German heating system supplier

Schwank is a group of companies headquartered in Cologne, Germany. The group operates internationally and manufactures and distributes heating, cooling and ventilation (HVAC) systems for industrial and commercial applications.

According to reports in German media sources, including Wirtschaftswoche, Schwank is considered the global market leader in industrial infrared heating systems, having a market share around 19% and is therefore considered a hidden champion.

== Overview ==
Schwank develops and produces infrared heating systems and related equipment for industrial buildings. Its product range includes electric and gas-fired infrared heaters, heat recovery systems, ventilation systems and heat pumps, including high intensity heaters, tube heaters, electric heaters, warm air heaters, heat exchangers, air handling units, air curtains and HVLS fans. These systems are used in factories, warehouses, distribution centres, and sports venues where large indoor areas require heating. The company distributes its products internationally and is active in more than 40 countries.

== History ==
Schwank was founded in 1933 by engineer Günther Schwank in Fegersheim, Alsace. The company initially produced gas stoves for commercial kitchens. In 1939, Günther Schwank developed and patented the worldwide first ceramic based gas-infrared heater. The company moved production to Hamburg in 1951, and in the mid-1950s, the company relocated to Cologne, where its main production site has since been located.
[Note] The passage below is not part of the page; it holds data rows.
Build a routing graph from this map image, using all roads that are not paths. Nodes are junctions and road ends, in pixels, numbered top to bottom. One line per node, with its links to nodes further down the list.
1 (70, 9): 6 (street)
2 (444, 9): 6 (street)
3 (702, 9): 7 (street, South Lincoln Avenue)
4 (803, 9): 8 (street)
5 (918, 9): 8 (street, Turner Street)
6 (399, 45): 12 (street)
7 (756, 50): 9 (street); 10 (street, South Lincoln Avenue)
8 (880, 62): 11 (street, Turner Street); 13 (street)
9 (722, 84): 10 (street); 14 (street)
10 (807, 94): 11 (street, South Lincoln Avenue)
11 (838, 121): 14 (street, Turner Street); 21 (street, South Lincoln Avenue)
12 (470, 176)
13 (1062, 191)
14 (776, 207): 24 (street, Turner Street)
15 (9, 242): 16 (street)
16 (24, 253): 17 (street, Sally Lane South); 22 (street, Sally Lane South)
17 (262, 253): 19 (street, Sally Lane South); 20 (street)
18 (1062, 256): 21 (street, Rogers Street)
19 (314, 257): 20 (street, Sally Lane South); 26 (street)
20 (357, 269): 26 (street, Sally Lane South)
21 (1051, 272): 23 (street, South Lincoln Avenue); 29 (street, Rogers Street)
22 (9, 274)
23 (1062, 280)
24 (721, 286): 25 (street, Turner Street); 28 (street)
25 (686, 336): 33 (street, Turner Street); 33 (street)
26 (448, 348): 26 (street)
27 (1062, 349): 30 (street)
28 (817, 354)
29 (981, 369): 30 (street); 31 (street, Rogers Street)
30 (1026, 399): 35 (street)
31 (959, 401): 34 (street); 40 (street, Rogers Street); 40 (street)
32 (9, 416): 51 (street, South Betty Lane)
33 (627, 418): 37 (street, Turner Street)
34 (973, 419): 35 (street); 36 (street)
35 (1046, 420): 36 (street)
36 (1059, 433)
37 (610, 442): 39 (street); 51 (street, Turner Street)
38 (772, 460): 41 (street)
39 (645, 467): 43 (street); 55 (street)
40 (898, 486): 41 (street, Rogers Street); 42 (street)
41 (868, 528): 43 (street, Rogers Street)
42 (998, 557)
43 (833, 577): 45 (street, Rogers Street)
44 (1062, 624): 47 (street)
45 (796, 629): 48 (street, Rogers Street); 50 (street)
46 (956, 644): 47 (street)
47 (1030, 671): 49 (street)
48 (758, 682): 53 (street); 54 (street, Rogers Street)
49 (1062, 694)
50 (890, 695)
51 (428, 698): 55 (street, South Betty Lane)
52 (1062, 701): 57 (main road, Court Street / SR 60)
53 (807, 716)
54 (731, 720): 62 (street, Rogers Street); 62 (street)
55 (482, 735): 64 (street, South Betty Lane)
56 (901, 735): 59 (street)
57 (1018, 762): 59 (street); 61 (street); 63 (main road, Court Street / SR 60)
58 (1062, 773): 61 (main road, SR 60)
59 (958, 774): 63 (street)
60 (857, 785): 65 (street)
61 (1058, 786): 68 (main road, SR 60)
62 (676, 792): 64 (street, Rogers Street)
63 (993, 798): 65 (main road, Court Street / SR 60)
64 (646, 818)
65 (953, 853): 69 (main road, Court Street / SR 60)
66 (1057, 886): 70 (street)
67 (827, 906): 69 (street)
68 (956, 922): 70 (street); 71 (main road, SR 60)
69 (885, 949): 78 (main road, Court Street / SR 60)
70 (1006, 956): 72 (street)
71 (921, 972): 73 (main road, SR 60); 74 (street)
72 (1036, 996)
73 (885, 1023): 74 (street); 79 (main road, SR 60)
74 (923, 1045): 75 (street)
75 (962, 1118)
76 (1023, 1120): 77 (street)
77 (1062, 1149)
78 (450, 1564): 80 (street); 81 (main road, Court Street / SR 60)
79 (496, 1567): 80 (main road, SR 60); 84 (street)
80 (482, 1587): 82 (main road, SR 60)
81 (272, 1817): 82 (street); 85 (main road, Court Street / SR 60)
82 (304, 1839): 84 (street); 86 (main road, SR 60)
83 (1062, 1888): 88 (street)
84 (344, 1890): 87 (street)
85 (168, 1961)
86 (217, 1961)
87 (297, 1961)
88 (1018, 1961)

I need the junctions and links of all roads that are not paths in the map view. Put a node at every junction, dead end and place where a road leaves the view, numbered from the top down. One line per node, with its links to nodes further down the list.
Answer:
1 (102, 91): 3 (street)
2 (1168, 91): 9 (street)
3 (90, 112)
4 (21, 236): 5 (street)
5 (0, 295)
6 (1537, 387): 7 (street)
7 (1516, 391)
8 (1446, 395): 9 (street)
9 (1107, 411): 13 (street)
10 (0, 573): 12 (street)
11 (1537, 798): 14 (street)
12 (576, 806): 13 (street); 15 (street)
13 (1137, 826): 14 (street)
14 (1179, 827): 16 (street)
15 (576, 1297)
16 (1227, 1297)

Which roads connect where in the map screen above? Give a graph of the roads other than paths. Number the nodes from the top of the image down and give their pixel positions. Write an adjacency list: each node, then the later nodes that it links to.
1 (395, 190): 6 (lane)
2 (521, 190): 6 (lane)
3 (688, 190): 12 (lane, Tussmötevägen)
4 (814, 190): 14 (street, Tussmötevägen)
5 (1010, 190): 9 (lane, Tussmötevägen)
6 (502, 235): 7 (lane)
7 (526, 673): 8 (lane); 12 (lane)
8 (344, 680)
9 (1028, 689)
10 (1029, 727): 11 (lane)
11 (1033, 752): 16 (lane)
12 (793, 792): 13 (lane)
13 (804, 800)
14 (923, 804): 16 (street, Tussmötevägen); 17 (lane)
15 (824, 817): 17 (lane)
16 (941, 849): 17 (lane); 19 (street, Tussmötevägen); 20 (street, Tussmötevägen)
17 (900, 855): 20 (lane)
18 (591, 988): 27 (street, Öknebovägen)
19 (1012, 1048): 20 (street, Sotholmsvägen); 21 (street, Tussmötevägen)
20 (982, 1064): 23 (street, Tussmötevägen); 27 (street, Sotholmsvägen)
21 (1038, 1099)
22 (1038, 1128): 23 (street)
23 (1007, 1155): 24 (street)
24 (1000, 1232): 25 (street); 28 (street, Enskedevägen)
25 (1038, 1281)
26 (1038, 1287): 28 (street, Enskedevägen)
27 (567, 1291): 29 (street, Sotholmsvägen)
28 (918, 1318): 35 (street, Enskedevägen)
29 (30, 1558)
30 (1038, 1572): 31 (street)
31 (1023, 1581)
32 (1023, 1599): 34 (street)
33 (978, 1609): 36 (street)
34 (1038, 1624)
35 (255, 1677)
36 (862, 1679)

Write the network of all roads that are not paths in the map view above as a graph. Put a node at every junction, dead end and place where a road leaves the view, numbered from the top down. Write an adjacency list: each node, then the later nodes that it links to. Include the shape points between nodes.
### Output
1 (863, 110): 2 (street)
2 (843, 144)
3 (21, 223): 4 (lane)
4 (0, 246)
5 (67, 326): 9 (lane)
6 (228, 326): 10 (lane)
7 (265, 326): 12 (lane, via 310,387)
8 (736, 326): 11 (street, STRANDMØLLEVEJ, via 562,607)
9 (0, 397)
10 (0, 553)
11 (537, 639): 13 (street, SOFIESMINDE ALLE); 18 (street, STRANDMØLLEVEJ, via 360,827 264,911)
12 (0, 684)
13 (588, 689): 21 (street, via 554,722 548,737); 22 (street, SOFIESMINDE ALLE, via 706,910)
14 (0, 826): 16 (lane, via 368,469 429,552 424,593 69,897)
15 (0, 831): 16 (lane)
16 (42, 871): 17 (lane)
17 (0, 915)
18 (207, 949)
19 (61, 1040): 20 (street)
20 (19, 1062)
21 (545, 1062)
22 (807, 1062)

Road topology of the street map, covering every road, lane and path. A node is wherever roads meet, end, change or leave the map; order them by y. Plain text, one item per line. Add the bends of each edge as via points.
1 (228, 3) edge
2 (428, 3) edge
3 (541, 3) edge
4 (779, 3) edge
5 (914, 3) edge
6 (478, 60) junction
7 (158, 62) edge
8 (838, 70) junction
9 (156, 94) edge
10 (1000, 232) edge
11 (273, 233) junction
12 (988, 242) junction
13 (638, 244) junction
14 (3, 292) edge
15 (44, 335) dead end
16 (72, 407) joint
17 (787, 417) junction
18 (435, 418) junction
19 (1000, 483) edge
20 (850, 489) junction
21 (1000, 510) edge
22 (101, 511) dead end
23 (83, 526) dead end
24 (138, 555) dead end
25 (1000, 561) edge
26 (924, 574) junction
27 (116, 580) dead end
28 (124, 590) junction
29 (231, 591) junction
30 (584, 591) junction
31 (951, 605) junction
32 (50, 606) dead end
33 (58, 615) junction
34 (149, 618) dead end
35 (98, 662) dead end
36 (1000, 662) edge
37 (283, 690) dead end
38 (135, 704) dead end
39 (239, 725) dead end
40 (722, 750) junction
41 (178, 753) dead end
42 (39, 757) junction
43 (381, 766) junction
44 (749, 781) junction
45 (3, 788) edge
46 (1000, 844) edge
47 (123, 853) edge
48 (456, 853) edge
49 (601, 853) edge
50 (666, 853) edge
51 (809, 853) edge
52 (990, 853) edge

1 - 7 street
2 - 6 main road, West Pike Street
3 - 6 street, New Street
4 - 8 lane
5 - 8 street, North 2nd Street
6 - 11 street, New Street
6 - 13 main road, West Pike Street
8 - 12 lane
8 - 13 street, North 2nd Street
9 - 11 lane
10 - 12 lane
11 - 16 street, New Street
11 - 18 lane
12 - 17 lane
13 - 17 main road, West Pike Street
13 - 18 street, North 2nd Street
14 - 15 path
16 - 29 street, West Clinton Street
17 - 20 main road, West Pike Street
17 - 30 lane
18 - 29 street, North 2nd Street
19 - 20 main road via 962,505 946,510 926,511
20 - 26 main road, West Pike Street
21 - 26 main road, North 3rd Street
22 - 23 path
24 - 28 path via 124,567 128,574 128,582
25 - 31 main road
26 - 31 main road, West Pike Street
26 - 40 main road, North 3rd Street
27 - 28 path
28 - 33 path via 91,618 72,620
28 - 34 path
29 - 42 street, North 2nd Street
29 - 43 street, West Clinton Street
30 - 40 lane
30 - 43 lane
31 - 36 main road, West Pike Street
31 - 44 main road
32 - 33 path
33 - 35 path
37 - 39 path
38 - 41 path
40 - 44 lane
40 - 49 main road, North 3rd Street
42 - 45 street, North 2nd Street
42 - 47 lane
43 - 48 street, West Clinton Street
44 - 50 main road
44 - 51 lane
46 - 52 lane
In the 1970s, Bernd Schwank took over the company. During the following years, Schwank established sales activities in Canada, France, the Netherlands, Austria, and the United Kingdom. In 1981, Schwank acquired Perfection Industries to establish itself in the United States.

In 2002, the company equipped the Santiago Bernabéu Stadium in Madrid with heating units. In 2004, Oliver Schwank joined as the CEO, keeping the company in family hands.

During the early 2020s, the company expanded its product range to include heat pumps and ventilation systems. Schwank also developed the world’s first industrial hydrogen heating system.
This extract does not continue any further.